Actionable Recommendations for Automotive Market Researchers

For researchers currently working in or entering the automotive sector, the following practices are essential for delivering credible, high-impact insights:

  • Build longitudinal panels: The EV transition is a multi-year behavioral shift. Point-in-time studies miss the evolution of consumer attitudes. Invest in panels that can be tracked over 12–24 month periods.
  • Integrate secondary data sources: Registration data from MarkLines, incentive tracking from IHS Markit (now S&P Global Mobility), and charging network utilization data from ChargePoint provide essential context for primary research findings.
  • Segment beyond demographics: Psychographic and attitudinal segmentation — particularly around sustainability values, technology adoption orientation, and mobility flexibility — is more predictive of EV consideration than age or income alone.
  • Collaborate with regulatory experts: Understanding how emissions regulations, purchase incentives, and infrastructure mandates vary by market is essential context for any cross-market automotive research program.
  • Adopt agile research sprints: Replace annual tracking studies with quarterly sprint-based research that can respond to fast-moving market events such as new model launches, recall announcements, or policy changes.

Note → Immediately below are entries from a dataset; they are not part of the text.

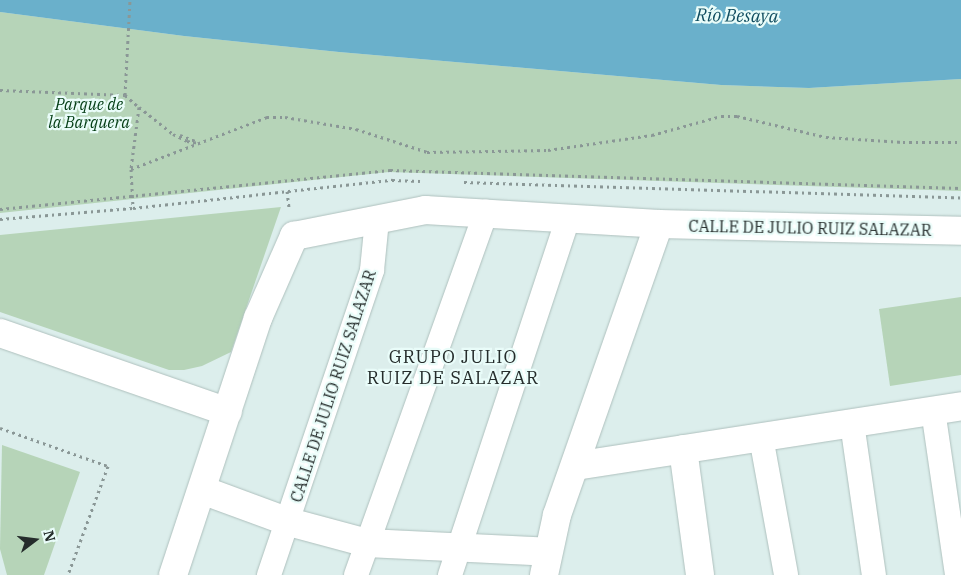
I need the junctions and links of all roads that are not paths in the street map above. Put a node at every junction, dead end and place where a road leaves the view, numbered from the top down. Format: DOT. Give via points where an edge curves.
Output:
graph roads {
  1 [pos="486,212"];
  2 [pos="568,218"];
  3 [pos="377,220"];
  4 [pos="659,224"];
  5 [pos="961,231"];
  6 [pos="0,333"];
  7 [pos="961,406"];
  8 [pos="933,410"];
  9 [pos="228,412"];
  10 [pos="852,423"];
  11 [pos="761,437"];
  12 [pos="683,449"];
  13 [pos="575,466"];
  14 [pos="202,490"];
  15 [pos="556,515"];
  16 [pos="289,522"];
  17 [pos="367,543"];
  18 [pos="460,547"];
  19 [pos="546,564"];
  20 [pos="173,575"];
  21 [pos="270,575"];
  22 [pos="356,575"];
  23 [pos="450,575"];
  24 [pos="562,575"];
  25 [pos="700,575"];
  26 [pos="786,575"];
  27 [pos="874,575"];
  28 [pos="957,575"];
  1 -- 2 [label="street, CALLE DE JULIO RUIZ SALAZAR"];
  1 -- 3 [label="street, CALLE DE JULIO RUIZ SALAZAR" via="424,210"];
  1 -- 17 [label="street"];
  2 -- 4 [label="street, CALLE DE JULIO RUIZ SALAZAR"];
  2 -- 18 [label="street"];
  3 -- 9 [label="street, CALLE DE JULIO RUIZ SALAZAR" via="294,236 258,318"];
  3 -- 16 [label="street, CALLE DE JULIO RUIZ SALAZAR" via="372,270"];
  4 -- 5 [label="street, CALLE DE JULIO RUIZ SALAZAR"];
  4 -- 13 [label="street, CALLE DE JULIO RUIZ SALAZAR"];
  6 -- 9 [label="street"];
  7 -- 8 [label="street"];
  8 -- 10 [label="street"];
  8 -- 28 [label="street"];
  9 -- 14 [label="street"];
  10 -- 11 [label="street"];
  10 -- 27 [label="street"];
  11 -- 12 [label="street"];
  11 -- 26 [label="street"];
  12 -- 13 [label="street"];
  12 -- 25 [label="street"];
  13 -- 15 [label="street, CALLE DE JULIO RUIZ SALAZAR"];
  14 -- 16 [label="street, CALLE DE JULIO RUIZ SALAZAR"];
  14 -- 20 [label="street"];
  15 -- 19 [label="street, CALLE DE JULIO RUIZ SALAZAR"];
  15 -- 24 [label="street, CALLE DE JULIO RUIZ SALAZAR"];
  16 -- 17 [label="street, CALLE DE JULIO RUIZ SALAZAR"];
  16 -- 21 [label="street, CALLE DE JULIO RUIZ SALAZAR"];
  17 -- 18 [label="street, CALLE DE JULIO RUIZ SALAZAR"];
  17 -- 22 [label="street"];
  18 -- 19 [label="street, CALLE DE JULIO RUIZ SALAZAR"];
  18 -- 23 [label="street"];
}
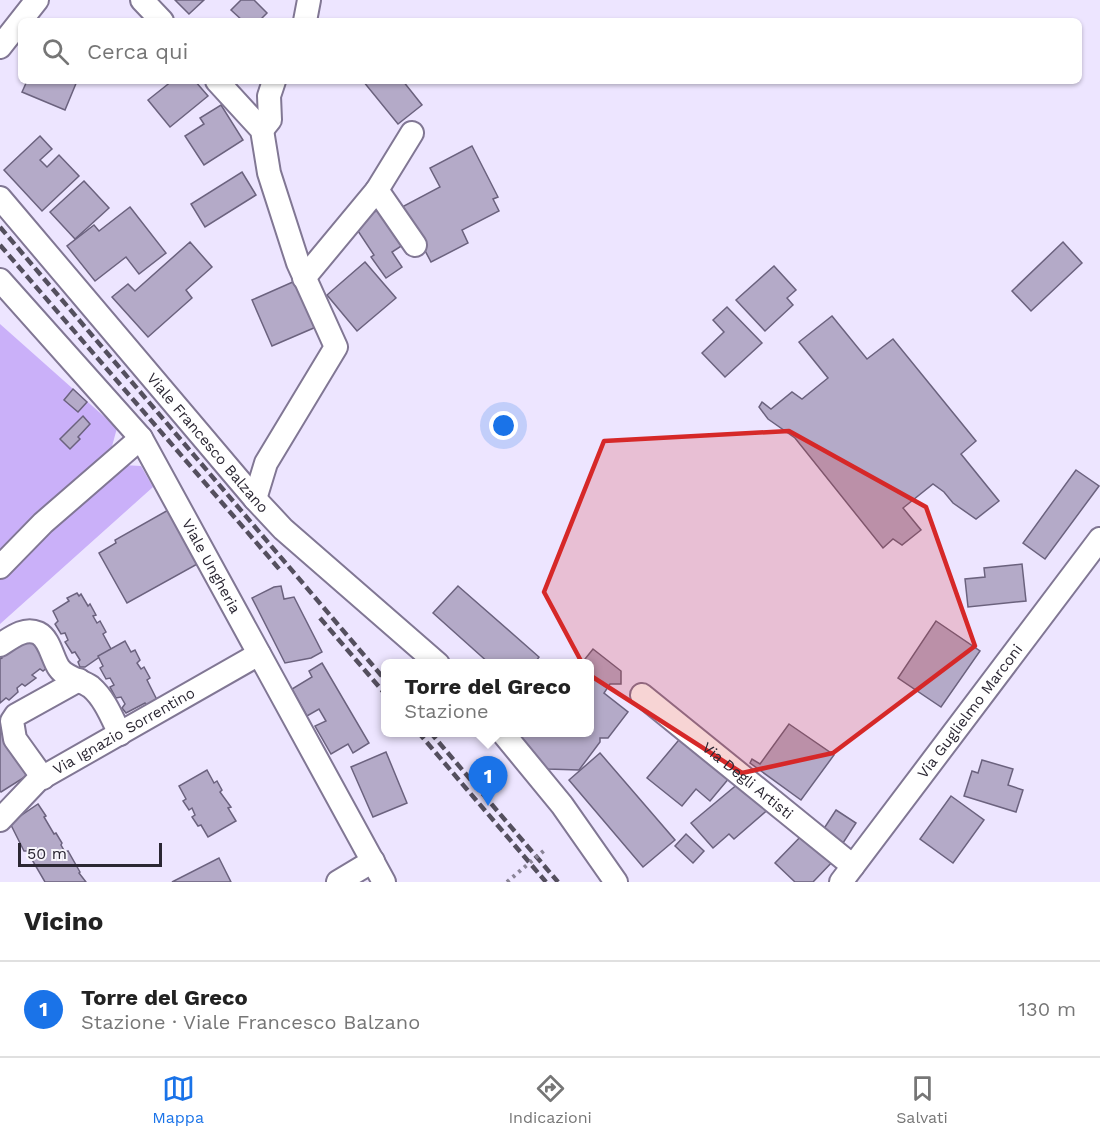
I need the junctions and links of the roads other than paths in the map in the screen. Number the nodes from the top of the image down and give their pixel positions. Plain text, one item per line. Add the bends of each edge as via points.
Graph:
1 (37, 0) edge
2 (142, 0) edge
3 (309, 0) edge
4 (23, 18) edge
5 (159, 18) edge
6 (306, 18) edge
7 (18, 24) edge
8 (0, 47) edge
9 (220, 84) edge
10 (273, 84) edge
11 (262, 130) junction
12 (412, 133) dead end
13 (377, 190) junction
14 (0, 198) edge
15 (415, 245) dead end
16 (304, 278) junction
17 (0, 280) edge
18 (141, 438) junction
19 (255, 499) junction
20 (1100, 539) edge
21 (0, 567) edge
22 (0, 645) edge
23 (259, 654) junction
24 (433, 659) edge
25 (79, 680) junction
26 (642, 695) dead end
27 (120, 734) junction
28 (506, 737) edge
29 (43, 778) junction
30 (0, 820) edge
31 (373, 861) junction
32 (847, 874) edge
33 (338, 882) edge
34 (384, 882) edge
35 (616, 882) edge

1 - 4 street
2 - 5 street
3 - 6 street
7 - 8 street
9 - 11 street
10 - 11 street via 270,120
11 - 16 street via 268,173
12 - 13 street
13 - 15 street
13 - 16 street
14 - 19 street, Viale Francesco Balzano
16 - 19 street via 336,347 266,463
17 - 18 street, Viale Ungheria
18 - 21 street via 43,523
18 - 23 street, Viale Ungheria
19 - 24 street, Viale Francesco Balzano via 283,529
20 - 32 street, Via Guglielmo Marconi
22 - 25 street via 16,634 39,634 60,670
23 - 27 street, Via Ignazio Sorrentino
23 - 31 street, Viale Ungheria
25 - 27 street via 101,698
25 - 29 street via 16,715 12,721 15,739
26 - 32 street, Via Degli Artisti
27 - 29 street, Via Ignazio Sorrentino
28 - 35 street via 562,805
29 - 30 street, Via Ignazio Sorrentino
31 - 33 street
31 - 34 street, Viale Ungheria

Looking Ahead: The Research Agenda for 2025 and Beyond

As autonomous vehicle technology moves from testing to limited commercial deployment — with companies like Waymo now operating robotaxi services in multiple U.S. cities — the automotive research agenda will need to evolve further. Questions around consumer trust in autonomous systems, liability perception, and the redefinition of the driving experience will become central research priorities. The intersection of automotive and insurance, real estate (where you live relative to charging infrastructure), and urban planning will demand truly cross-industry research competencies.

The automotive market research community, represented by organizations like the Automotive Press Association and ESOMAR's specialized automotive working groups, is actively developing new standards for this new era. Researchers who invest now in building interdisciplinary skills, technology proficiency, and agile methodological toolkits will be best positioned to serve this industry through its most consequential transformation.